[v6,10/11] powerpc/mm: Adds counting method to track lockless pagetable walks
diff mbox series

Message ID 20200206030900.147032-11-leonardo@linux.ibm.com
State New
Headers show
Series
  • Introduces new functions for tracking lockless pagetable walks
Related show

Commit Message

Leonardo Bras Feb. 6, 2020, 3:08 a.m. UTC
Implements an additional feature to track lockless pagetable walks,
using a per-cpu counter: lockless_pgtbl_walk_counter.

Before a lockless pagetable walk, preemption is disabled and the
current cpu's counter is increased.
When the lockless pagetable walk finishes, the current cpu counter
is decreased and the preemption is enabled.

With that, it's possible to know in which cpus are happening lockless
pagetable walks, and optimize serialize_against_pte_lookup().

Implementation notes:
- Every counter can be changed only by it's CPU
- It makes use of the original memory barrier in the functions
- Any counter can be read by any CPU

Due to not locking nor using atomic variables, the impact on the
lockless pagetable walk is intended to be minimum.

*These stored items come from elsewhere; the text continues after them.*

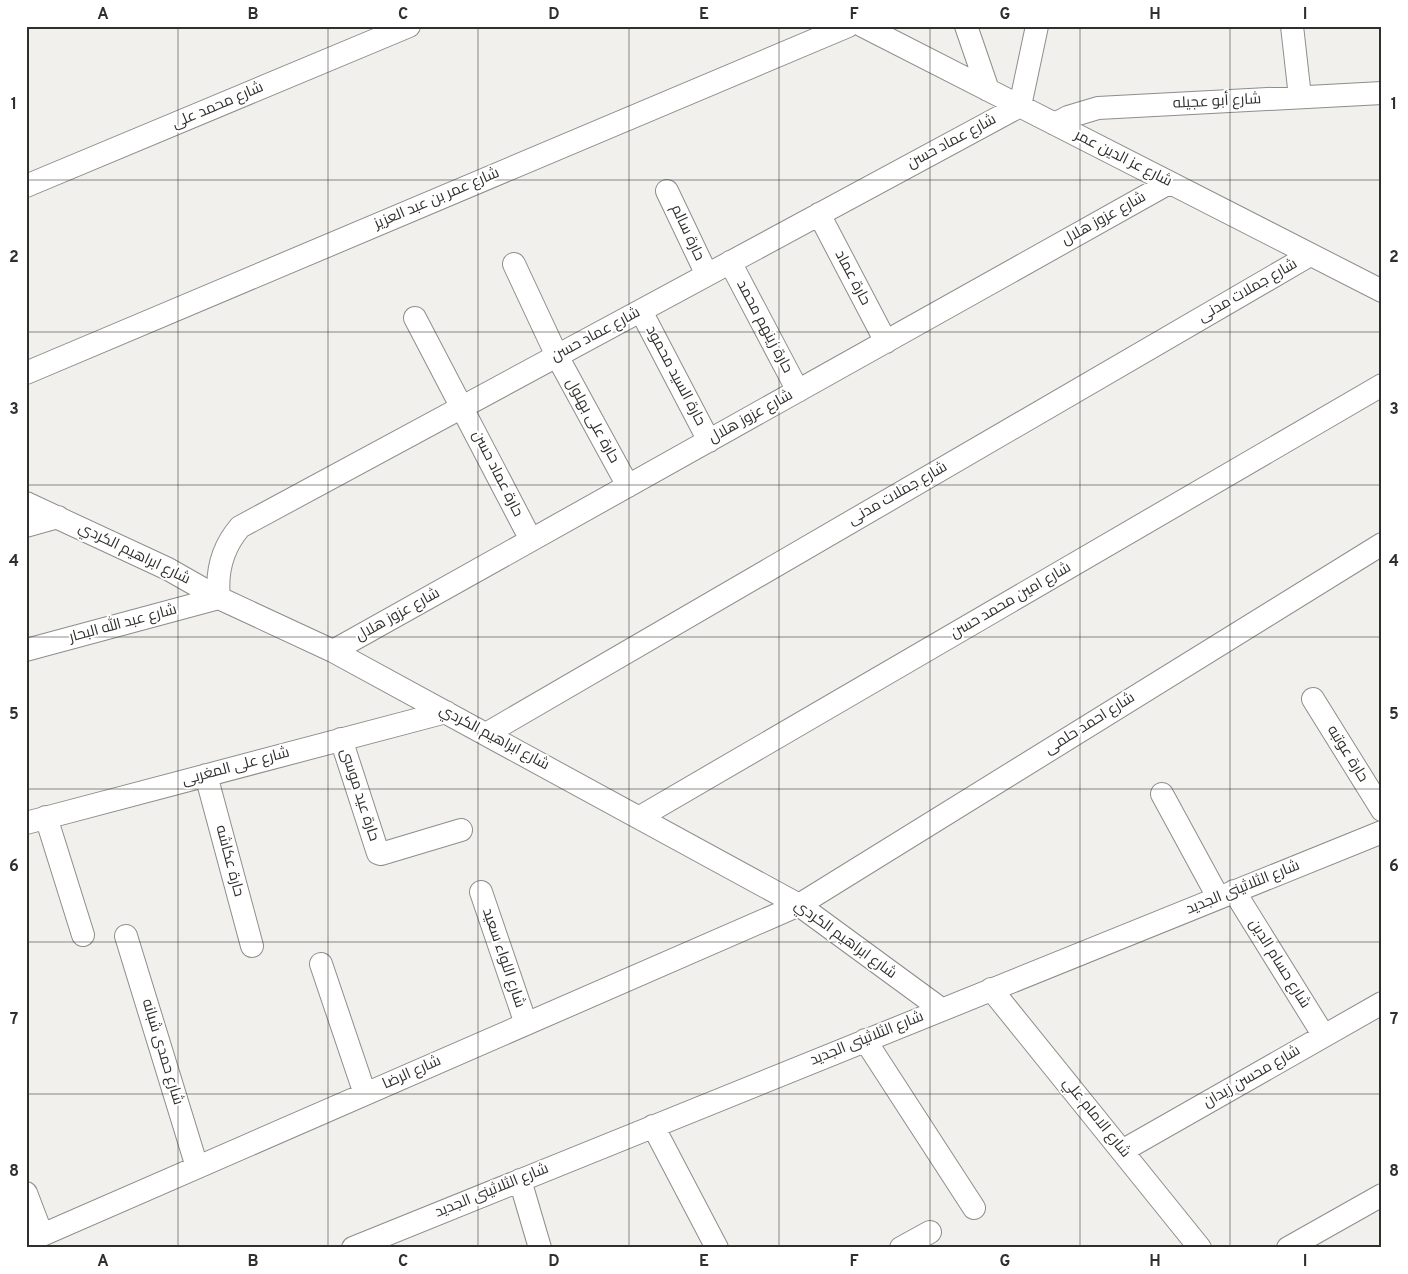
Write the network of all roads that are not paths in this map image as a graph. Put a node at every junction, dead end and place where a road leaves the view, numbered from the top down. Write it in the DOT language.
graph roads {
  1 [pos="409,26"];
  2 [pos="848,26"];
  3 [pos="863,26"];
  4 [pos="966,26"];
  5 [pos="1037,26"];
  6 [pos="1292,26"];
  7 [pos="988,90"];
  8 [pos="1382,93"];
  9 [pos="1300,98"];
  10 [pos="1020,106"];
  11 [pos="1055,124"];
  12 [pos="1169,183"];
  13 [pos="26,186"];
  14 [pos="667,191"];
  15 [pos="819,214"];
  16 [pos="1310,255"];
  17 [pos="730,262"];
  18 [pos="514,264"];
  19 [pos="707,275"];
  20 [pos="1382,291"];
  21 [pos="641,311"];
  22 [pos="416,318"];
  23 [pos="886,342"];
  24 [pos="556,356"];
  25 [pos="26,373"];
  26 [pos="1382,385"];
  27 [pos="798,391"];
  28 [pos="462,407"];
  29 [pos="709,441"];
  30 [pos="628,486"];
  31 [pos="26,504"];
  32 [pos="58,517"];
  33 [pos="26,526"];
  34 [pos="531,540"];
  35 [pos="1382,544"];
  36 [pos="219,598"];
  37 [pos="26,650"];
  38 [pos="333,651"];
  39 [pos="1313,699"];
  40 [pos="446,712"];
  41 [pos="486,734"];
  42 [pos="341,739"];
  43 [pos="206,775"];
  44 [pos="1162,794"];
  45 [pos="1382,810"];
  46 [pos="640,817"];
  47 [pos="36,820"];
  48 [pos="461,830"];
  49 [pos="1382,832"];
  50 [pos="481,892"];
  51 [pos="1226,894"];
  52 [pos="798,905"];
  53 [pos="83,935"];
  54 [pos="126,936"];
  55 [pos="252,946"];
  56 [pos="320,964"];
  57 [pos="991,989"];
  58 [pos="1382,1003"];
  59 [pos="941,1009"];
  60 [pos="526,1024"];
  61 [pos="1324,1036"];
  62 [pos="865,1040"];
  63 [pos="365,1094"];
  64 [pos="653,1126"];
  65 [pos="1122,1151"];
  66 [pos="197,1167"];
  67 [pos="520,1180"];
  68 [pos="26,1192"];
  69 [pos="1382,1195"];
  70 [pos="974,1208"];
  71 [pos="930,1232"];
  72 [pos="34,1239"];
  73 [pos="353,1248"];
  74 [pos="540,1248"];
  75 [pos="717,1248"];
  76 [pos="901,1248"];
  77 [pos="1200,1248"];
  78 [pos="1288,1248"];
  1 -- 13 [label="street, شارع محمد على"];
  2 -- 25 [label="street, شارع عمر بن عبد العزيز"];
  3 -- 7 [label="street, شارع عز الدين عمر"];
  4 -- 7 [label="street"];
  5 -- 10 [label="street"];
  6 -- 9 [label="street"];
  7 -- 10 [label="street, شارع عز الدين عمر"];
  8 -- 9 [label="street, شارع أبو عجيله"];
  9 -- 11 [label="street, شارع أبو عجيله"];
  10 -- 11 [label="street, شارع عز الدين عمر"];
  10 -- 15 [label="street, شارع عماد حسن"];
  11 -- 12 [label="street, شارع عز الدين عمر"];
  12 -- 16 [label="street, شارع عز الدين عمر"];
  12 -- 23 [label="street, شارع عزوز هلال"];
  14 -- 19 [label="street, حارة سالم"];
  15 -- 17 [label="street, شارع عماد حسن"];
  15 -- 23 [label="street, حارة عماد"];
  16 -- 20 [label="street, شارع عز الدين عمر"];
  16 -- 41 [label="street, شارع جملات مدنى"];
  17 -- 19 [label="street, شارع عماد حسن"];
  17 -- 27 [label="street, حارة زينهم محمد"];
  18 -- 24 [label="street"];
  19 -- 21 [label="street, شارع عماد حسن"];
  21 -- 24 [label="street, شارع عماد حسن"];
  21 -- 29 [label="street, حارة السيد محمود"];
  22 -- 28 [label="street, حارة عماد حسن"];
  23 -- 27 [label="street, شارع عزوز هلال"];
  24 -- 28 [label="street, شارع عماد حسن"];
  24 -- 30 [label="street, حارة على بهلول"];
  26 -- 46 [label="street, شارع امين محمد حسن"];
  27 -- 29 [label="street, شارع عزوز هلال"];
  28 -- 34 [label="street, حارة عماد حسن"];
  28 -- 36 [label="street, شارع عماد حسن"];
  29 -- 30 [label="street, شارع عزوز هلال"];
  30 -- 34 [label="street, شارع عزوز هلال"];
  31 -- 32 [label="street, شارع ابراهيم الكردي"];
  32 -- 33 [label="street"];
  32 -- 36 [label="street, شارع ابراهيم الكردي"];
  34 -- 38 [label="street, شارع عزوز هلال"];
  35 -- 52 [label="street, شارع احمد حلمى"];
  36 -- 37 [label="street, شارع عبد الله البحار"];
  36 -- 38 [label="street, شارع ابراهيم الكردي"];
  38 -- 40 [label="street, شارع ابراهيم الكردي"];
  39 -- 45 [label="street, حارة عوتبه"];
  40 -- 41 [label="street, شارع ابراهيم الكردي"];
  40 -- 42 [label="street, شارع على المغربى"];
  41 -- 46 [label="street, شارع ابراهيم الكردي"];
  42 -- 43 [label="street, شارع على المغربى"];
  42 -- 48 [label="street, حارة عيد موسى"];
  43 -- 47 [label="street, شارع على المغربى"];
  43 -- 55 [label="street, حارة عكاشه"];
  44 -- 51 [label="street, شارع حسام الدين"];
  46 -- 52 [label="street, شارع ابراهيم الكردي"];
  47 -- 53 [label="street"];
  49 -- 51 [label="street, شارع الثلاثينى الجديد"];
  50 -- 60 [label="street, شارع اللواء سعيد"];
  51 -- 57 [label="street, شارع الثلاثينى الجديد"];
  51 -- 61 [label="street, شارع حسام الدين"];
  52 -- 59 [label="street, شارع ابراهيم الكردي"];
  52 -- 60 [label="street, شارع الرضا"];
  54 -- 66 [label="street, شارع حمدى شبانه"];
  56 -- 63 [label="street"];
  57 -- 59 [label="street, شارع الثلاثينى الجديد"];
  57 -- 65 [label="street, شارع الامام علي"];
  58 -- 61 [label="street, شارع محسن زيدان"];
  59 -- 62 [label="street, شارع الثلاثينى الجديد"];
  60 -- 63 [label="street, شارع الرضا"];
  61 -- 65 [label="street, شارع محسن زيدان"];
  62 -- 64 [label="street, شارع الثلاثينى الجديد"];
  62 -- 70 [label="street"];
  63 -- 66 [label="street, شارع الرضا"];
  64 -- 67 [label="street, شارع الثلاثينى الجديد"];
  64 -- 75 [label="street"];
  65 -- 77 [label="street, شارع الامام علي"];
  66 -- 72 [label="street, شارع الرضا"];
  67 -- 73 [label="street, شارع الثلاثينى الجديد"];
  67 -- 74 [label="street"];
  68 -- 72 [label="street"];
  69 -- 78 [label="street"];
  71 -- 76 [label="street"];
}
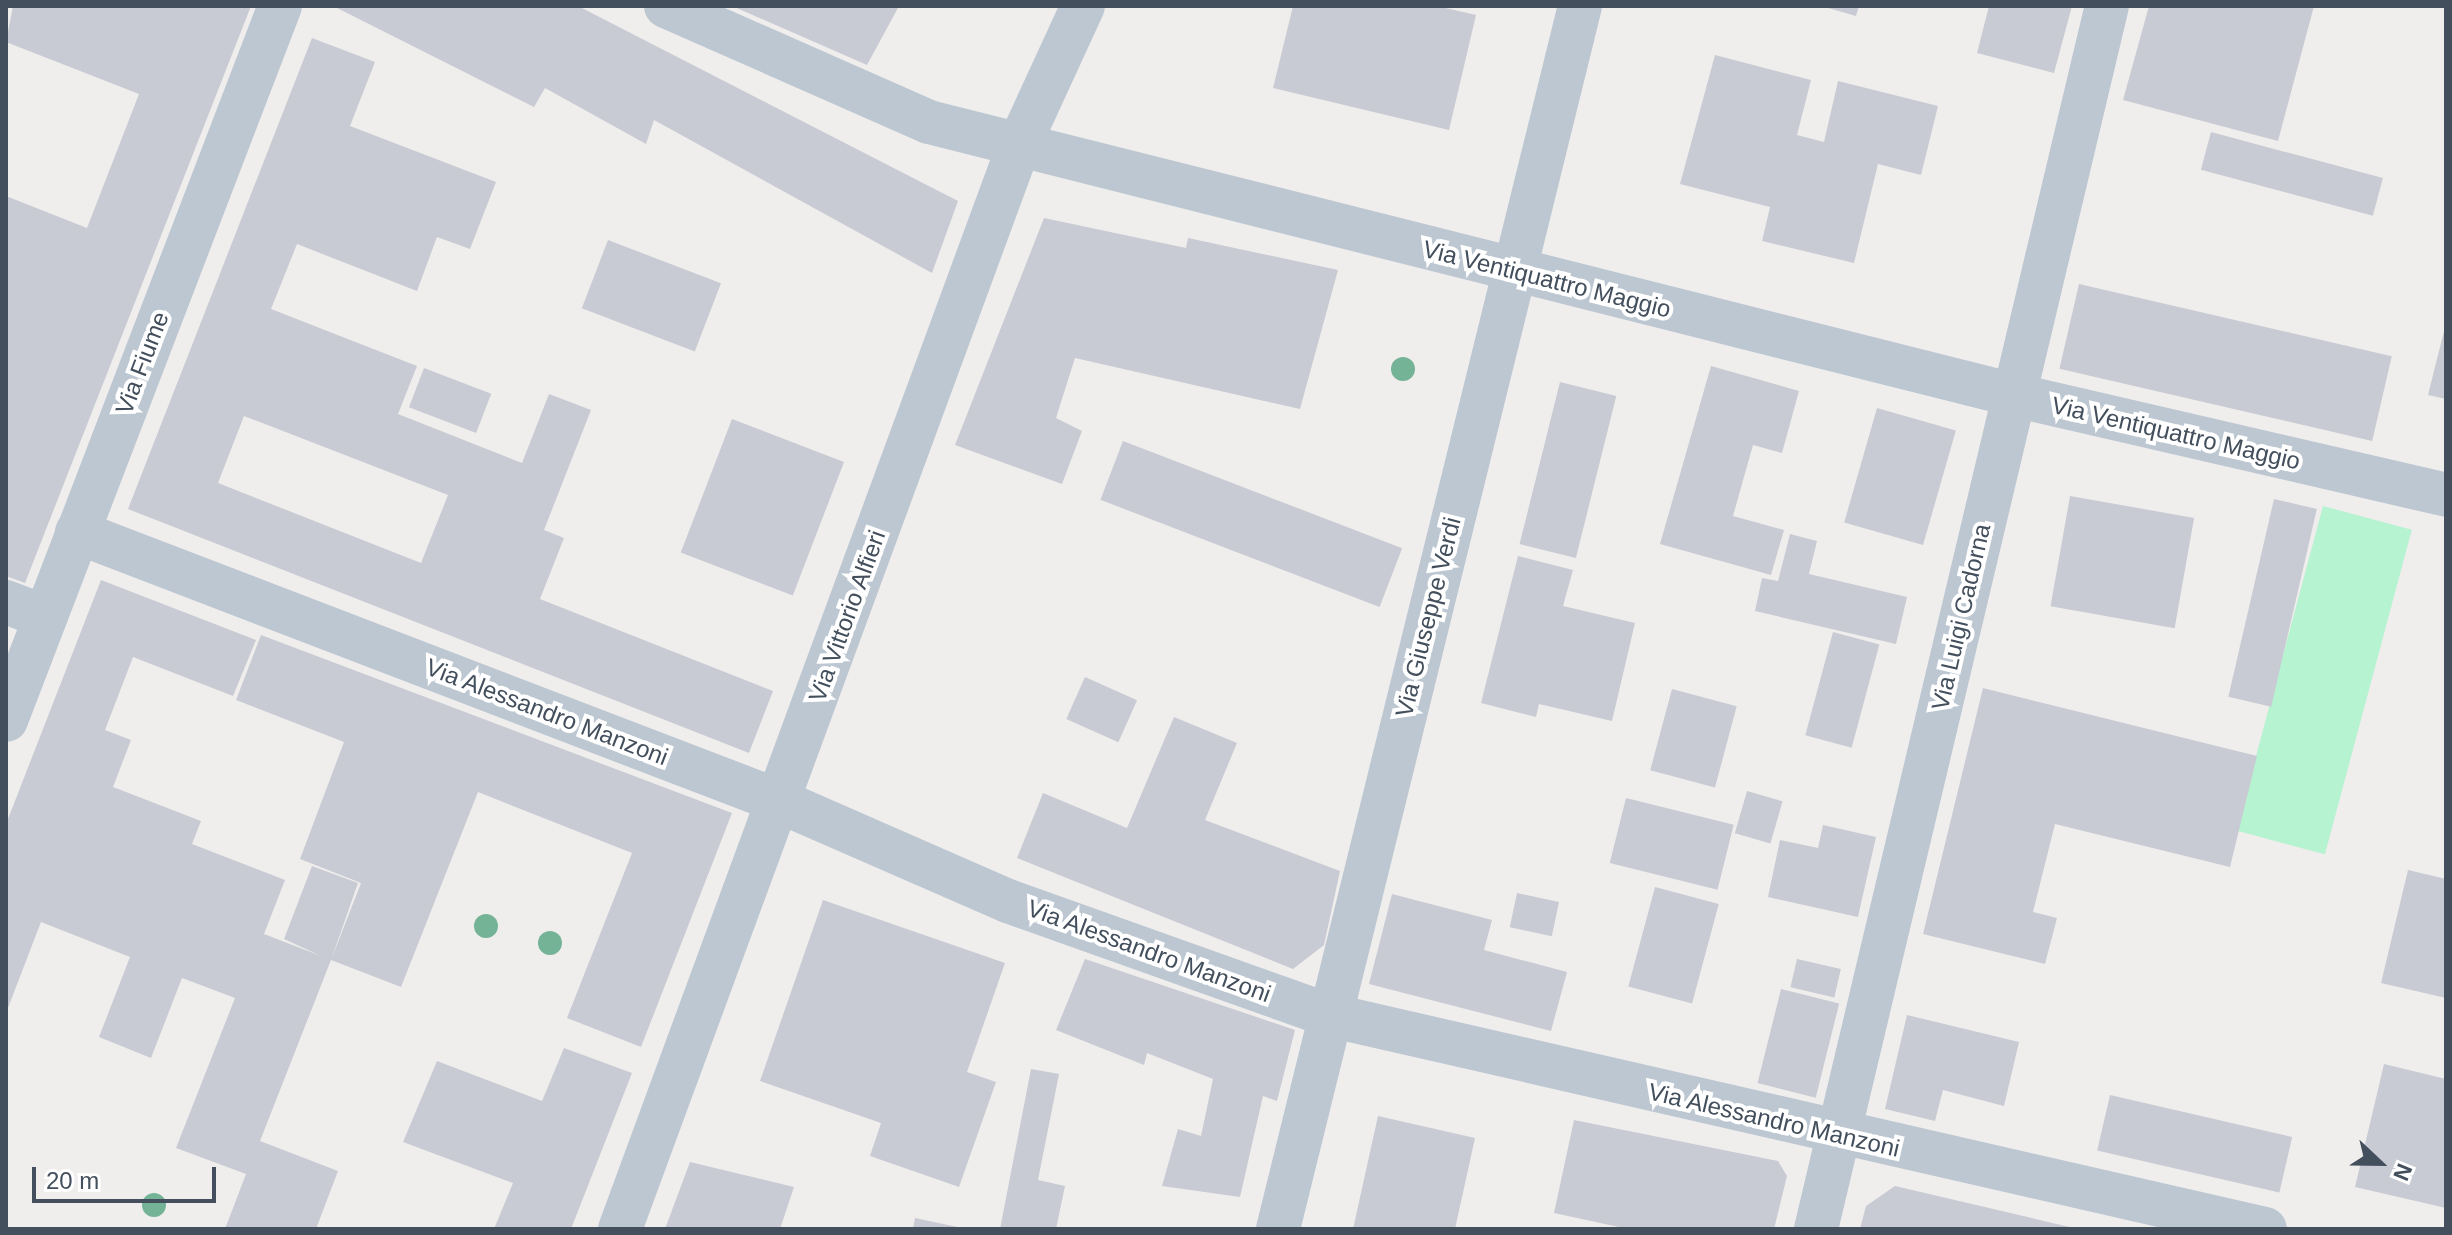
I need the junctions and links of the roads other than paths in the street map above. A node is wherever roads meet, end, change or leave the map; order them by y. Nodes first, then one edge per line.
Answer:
1 (280, 6) edge
2 (666, 6) edge
3 (1083, 6) edge
4 (1580, 6) edge
5 (2107, 6) edge
6 (1019, 145) junction
7 (1514, 271) junction
8 (2014, 395) junction
9 (2446, 495) edge
10 (77, 532) junction
11 (25, 610) edge
12 (6, 720) edge
13 (779, 801) junction
14 (1329, 1015) junction
15 (1839, 1136) junction
16 (620, 1229) edge
17 (1278, 1229) edge
18 (1816, 1229) edge
19 (2265, 1229) edge

1 - 10 street, Via Fiume
2 - 6 street, Via Ventiquattro Maggio
3 - 6 street, Via Vittorio Alfieri
4 - 7 street, Via Giuseppe Verdi
5 - 8 street, Via Luigi Cadorna
6 - 7 street, Via Ventiquattro Maggio
6 - 13 street, Via Vittorio Alfieri
7 - 8 street, Via Ventiquattro Maggio
7 - 14 street, Via Giuseppe Verdi
8 - 9 street, Via Ventiquattro Maggio
8 - 15 street, Via Luigi Cadorna
10 - 11 street, Via Fiume
10 - 13 street, Via Alessandro Manzoni
11 - 12 street, Via Fiume
13 - 14 street, Via Alessandro Manzoni
13 - 16 street, Via Vittorio Alfieri
14 - 15 street, Via Alessandro Manzoni
14 - 17 street, Via Giuseppe Verdi
15 - 18 street, Via Luigi Cadorna
15 - 19 street, Via Alessandro Manzoni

Signed-off-by: Leonardo Bras <leonardo@linux.ibm.com>
---
 arch/powerpc/mm/book3s64/pgtable.c | 18 ++++++++++++++++++
 1 file changed, 18 insertions(+)

Comments

Christophe Leroy Feb. 6, 2020, 6:23 a.m. UTC | #1
Le 06/02/2020 à 04:08, Leonardo Bras a écrit :
> Implements an additional feature to track lockless pagetable walks,
> using a per-cpu counter: lockless_pgtbl_walk_counter.
> 
> Before a lockless pagetable walk, preemption is disabled and the
> current cpu's counter is increased.
> When the lockless pagetable walk finishes, the current cpu counter
> is decreased and the preemption is enabled.
> 
> With that, it's possible to know in which cpus are happening lockless
> pagetable walks, and optimize serialize_against_pte_lookup().
> 
> Implementation notes:
> - Every counter can be changed only by it's CPU
> - It makes use of the original memory barrier in the functions
> - Any counter can be read by any CPU
> 
> Due to not locking nor using atomic variables, the impact on the
> lockless pagetable walk is intended to be minimum.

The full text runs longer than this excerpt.